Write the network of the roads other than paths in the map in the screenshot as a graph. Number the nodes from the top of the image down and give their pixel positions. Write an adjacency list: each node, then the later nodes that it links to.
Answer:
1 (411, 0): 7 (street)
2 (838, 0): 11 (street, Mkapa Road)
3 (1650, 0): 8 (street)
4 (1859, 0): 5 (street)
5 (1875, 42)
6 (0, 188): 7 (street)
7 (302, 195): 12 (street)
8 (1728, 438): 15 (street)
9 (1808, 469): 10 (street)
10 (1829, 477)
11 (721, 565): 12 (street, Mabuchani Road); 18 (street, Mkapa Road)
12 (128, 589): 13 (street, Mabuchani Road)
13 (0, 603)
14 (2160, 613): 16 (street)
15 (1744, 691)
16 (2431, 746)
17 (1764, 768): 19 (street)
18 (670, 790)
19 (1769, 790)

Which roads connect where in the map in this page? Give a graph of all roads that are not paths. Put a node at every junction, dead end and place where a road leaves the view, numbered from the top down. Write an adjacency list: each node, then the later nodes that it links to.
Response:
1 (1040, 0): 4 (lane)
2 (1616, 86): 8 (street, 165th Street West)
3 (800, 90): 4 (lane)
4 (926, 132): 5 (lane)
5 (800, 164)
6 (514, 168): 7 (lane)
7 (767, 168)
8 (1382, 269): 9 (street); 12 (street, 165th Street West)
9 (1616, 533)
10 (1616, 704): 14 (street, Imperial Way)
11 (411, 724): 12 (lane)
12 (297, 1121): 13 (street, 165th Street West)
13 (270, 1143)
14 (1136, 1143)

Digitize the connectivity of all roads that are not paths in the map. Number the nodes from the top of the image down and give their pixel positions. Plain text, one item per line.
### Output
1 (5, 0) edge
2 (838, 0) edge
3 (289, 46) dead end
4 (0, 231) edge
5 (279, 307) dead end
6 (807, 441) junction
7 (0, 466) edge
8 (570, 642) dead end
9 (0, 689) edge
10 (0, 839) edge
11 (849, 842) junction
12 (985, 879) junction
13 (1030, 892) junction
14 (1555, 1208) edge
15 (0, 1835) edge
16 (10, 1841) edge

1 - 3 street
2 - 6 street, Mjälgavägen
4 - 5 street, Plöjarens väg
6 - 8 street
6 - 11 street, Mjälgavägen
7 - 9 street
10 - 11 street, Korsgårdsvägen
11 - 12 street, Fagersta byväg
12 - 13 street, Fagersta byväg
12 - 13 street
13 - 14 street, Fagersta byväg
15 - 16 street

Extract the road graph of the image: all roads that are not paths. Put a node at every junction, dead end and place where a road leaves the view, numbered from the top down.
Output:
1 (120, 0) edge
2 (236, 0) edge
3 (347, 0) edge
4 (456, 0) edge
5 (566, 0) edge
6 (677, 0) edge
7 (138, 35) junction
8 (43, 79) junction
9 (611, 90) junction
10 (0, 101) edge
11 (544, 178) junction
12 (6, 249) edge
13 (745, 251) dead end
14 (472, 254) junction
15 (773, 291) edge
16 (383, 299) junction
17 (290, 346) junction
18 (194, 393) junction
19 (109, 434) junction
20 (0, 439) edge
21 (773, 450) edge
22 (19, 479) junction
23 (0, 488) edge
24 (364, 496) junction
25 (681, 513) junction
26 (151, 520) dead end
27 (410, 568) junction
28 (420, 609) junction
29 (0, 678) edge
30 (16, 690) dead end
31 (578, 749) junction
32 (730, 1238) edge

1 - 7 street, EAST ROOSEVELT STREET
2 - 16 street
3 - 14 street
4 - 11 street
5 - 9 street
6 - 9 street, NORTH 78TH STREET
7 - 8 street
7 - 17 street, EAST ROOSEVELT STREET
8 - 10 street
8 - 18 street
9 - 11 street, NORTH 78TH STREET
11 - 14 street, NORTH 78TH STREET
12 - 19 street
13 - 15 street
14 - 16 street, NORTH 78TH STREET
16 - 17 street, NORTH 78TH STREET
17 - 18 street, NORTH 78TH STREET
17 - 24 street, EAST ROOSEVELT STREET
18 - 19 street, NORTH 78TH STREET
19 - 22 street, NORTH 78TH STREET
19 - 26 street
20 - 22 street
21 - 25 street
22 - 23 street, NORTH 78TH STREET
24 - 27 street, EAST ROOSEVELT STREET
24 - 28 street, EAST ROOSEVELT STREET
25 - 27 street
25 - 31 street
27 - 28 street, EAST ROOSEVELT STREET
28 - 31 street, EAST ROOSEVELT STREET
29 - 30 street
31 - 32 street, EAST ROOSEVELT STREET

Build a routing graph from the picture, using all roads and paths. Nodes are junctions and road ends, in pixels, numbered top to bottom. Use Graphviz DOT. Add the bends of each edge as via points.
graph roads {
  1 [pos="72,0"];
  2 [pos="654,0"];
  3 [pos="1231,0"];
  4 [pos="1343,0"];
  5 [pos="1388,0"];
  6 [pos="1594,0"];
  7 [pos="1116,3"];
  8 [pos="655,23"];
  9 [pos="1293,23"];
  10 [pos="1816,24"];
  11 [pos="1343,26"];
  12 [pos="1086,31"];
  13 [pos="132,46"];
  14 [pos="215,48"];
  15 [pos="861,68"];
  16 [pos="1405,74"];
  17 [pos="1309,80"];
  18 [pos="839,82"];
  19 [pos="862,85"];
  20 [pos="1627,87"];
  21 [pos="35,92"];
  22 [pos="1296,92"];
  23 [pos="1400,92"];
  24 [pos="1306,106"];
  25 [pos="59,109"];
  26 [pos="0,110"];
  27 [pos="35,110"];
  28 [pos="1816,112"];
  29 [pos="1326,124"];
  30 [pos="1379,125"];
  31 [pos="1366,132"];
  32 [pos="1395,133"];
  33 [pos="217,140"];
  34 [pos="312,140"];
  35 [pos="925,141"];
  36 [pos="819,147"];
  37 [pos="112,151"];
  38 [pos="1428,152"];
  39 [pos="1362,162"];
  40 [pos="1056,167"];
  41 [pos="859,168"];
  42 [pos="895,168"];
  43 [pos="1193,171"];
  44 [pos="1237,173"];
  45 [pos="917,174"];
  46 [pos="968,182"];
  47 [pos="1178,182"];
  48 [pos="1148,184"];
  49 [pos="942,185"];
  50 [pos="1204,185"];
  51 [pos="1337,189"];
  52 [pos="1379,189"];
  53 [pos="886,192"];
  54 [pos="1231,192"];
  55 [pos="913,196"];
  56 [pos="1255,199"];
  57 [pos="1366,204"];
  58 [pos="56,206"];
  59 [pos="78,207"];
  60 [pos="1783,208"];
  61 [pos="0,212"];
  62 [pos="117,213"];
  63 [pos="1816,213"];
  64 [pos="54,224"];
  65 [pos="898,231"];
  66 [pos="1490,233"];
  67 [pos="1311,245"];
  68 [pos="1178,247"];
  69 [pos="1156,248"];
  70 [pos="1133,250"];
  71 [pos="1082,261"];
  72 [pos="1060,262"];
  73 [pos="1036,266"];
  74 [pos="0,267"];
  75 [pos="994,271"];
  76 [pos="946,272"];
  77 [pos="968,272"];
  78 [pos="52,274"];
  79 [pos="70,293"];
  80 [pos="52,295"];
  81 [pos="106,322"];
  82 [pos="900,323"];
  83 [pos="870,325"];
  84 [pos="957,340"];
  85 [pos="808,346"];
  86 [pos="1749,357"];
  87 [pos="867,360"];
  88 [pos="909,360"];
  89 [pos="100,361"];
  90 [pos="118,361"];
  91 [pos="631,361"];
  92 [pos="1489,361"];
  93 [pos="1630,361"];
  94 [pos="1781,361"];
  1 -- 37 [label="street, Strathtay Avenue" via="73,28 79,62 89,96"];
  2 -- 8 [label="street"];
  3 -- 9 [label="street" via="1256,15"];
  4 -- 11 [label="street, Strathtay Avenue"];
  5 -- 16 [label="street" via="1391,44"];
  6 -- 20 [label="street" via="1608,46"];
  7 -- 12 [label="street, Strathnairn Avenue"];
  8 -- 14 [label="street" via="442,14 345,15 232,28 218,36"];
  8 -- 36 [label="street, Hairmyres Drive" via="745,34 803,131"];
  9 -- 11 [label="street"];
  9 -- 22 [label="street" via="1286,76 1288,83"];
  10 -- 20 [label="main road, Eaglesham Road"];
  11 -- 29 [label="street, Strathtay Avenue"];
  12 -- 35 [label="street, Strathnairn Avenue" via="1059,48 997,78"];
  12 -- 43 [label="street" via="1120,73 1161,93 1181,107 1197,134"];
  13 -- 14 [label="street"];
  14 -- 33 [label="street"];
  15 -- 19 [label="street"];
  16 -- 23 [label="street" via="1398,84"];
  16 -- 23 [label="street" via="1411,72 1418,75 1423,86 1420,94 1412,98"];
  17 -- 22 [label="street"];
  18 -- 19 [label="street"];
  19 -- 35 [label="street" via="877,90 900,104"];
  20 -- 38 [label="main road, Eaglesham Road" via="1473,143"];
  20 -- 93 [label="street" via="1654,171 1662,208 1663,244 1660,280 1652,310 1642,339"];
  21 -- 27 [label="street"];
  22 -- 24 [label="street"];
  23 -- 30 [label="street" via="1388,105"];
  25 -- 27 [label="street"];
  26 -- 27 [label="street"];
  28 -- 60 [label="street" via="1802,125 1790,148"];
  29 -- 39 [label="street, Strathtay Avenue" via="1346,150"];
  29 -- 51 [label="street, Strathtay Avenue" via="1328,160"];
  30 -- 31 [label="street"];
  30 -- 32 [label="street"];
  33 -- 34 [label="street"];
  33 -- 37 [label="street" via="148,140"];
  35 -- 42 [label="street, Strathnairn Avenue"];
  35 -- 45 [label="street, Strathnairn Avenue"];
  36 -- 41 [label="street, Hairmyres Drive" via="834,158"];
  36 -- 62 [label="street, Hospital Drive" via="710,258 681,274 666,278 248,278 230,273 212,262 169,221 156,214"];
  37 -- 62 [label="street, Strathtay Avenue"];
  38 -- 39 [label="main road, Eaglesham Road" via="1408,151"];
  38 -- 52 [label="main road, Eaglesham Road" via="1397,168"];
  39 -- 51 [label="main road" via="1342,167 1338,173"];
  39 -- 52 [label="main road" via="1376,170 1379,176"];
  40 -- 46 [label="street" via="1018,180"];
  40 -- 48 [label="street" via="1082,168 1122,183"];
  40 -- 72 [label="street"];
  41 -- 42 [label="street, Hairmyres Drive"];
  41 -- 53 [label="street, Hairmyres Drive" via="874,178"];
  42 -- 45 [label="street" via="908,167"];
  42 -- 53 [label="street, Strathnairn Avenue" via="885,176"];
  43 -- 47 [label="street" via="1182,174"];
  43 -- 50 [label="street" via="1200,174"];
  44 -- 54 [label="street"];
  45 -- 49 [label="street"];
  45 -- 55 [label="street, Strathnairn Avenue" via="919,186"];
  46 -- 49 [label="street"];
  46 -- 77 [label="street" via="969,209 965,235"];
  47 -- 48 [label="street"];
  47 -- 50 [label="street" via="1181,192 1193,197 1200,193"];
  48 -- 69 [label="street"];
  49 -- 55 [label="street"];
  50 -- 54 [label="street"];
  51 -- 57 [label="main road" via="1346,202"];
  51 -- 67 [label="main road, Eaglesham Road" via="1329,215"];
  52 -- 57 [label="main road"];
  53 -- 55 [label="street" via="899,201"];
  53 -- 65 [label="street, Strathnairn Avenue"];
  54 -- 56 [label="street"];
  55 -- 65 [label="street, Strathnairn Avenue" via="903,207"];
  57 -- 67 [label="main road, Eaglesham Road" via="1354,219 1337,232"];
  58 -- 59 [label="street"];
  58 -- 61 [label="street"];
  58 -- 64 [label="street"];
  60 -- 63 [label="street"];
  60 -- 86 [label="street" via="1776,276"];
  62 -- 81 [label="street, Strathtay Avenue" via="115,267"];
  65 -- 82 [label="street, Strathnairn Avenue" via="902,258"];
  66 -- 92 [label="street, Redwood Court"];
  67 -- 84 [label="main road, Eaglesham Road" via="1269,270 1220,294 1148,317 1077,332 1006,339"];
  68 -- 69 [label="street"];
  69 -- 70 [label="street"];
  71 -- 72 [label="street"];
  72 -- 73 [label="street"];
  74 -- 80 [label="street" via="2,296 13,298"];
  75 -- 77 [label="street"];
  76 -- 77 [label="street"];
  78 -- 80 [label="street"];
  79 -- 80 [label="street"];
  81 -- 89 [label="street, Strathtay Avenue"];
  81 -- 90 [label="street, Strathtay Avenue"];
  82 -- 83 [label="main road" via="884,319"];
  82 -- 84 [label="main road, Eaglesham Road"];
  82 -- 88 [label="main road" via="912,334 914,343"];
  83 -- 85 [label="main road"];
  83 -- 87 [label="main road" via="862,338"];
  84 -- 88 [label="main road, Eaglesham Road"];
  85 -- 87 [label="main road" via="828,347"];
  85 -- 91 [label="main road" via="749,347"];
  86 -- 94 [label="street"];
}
---+---
**Task requirements:** What is needed is every line from the start of the entries through the line containing "Digitize the connectivity", returned word for word and nothing else.

**Output for this task:**
Write the network of the roads other than paths in the map in the screenshot as a graph. Number the nodes from the top of the image down and give their pixel positions. Write an adjacency list: each node, then the later nodes that it links to.
Answer:
1 (411, 0): 7 (street)
2 (838, 0): 11 (street, Mkapa Road)
3 (1650, 0): 8 (street)
4 (1859, 0): 5 (street)
5 (1875, 42)
6 (0, 188): 7 (street)
7 (302, 195): 12 (street)
8 (1728, 438): 15 (street)
9 (1808, 469): 10 (street)
10 (1829, 477)
11 (721, 565): 12 (street, Mabuchani Road); 18 (street, Mkapa Road)
12 (128, 589): 13 (street, Mabuchani Road)
13 (0, 603)
14 (2160, 613): 16 (street)
15 (1744, 691)
16 (2431, 746)
17 (1764, 768): 19 (street)
18 (670, 790)
19 (1769, 790)

Which roads connect where in the map in this page? Give a graph of all roads that are not paths. Put a node at every junction, dead end and place where a road leaves the view, numbered from the top down. Write an adjacency list: each node, then the later nodes that it links to.
Response:
1 (1040, 0): 4 (lane)
2 (1616, 86): 8 (street, 165th Street West)
3 (800, 90): 4 (lane)
4 (926, 132): 5 (lane)
5 (800, 164)
6 (514, 168): 7 (lane)
7 (767, 168)
8 (1382, 269): 9 (street); 12 (street, 165th Street West)
9 (1616, 533)
10 (1616, 704): 14 (street, Imperial Way)
11 (411, 724): 12 (lane)
12 (297, 1121): 13 (street, 165th Street West)
13 (270, 1143)
14 (1136, 1143)

Digitize the connectivity of all roads that are not paths in the map. Number the nodes from the top of the image down and give their pixel positions. Plain text, one item per line.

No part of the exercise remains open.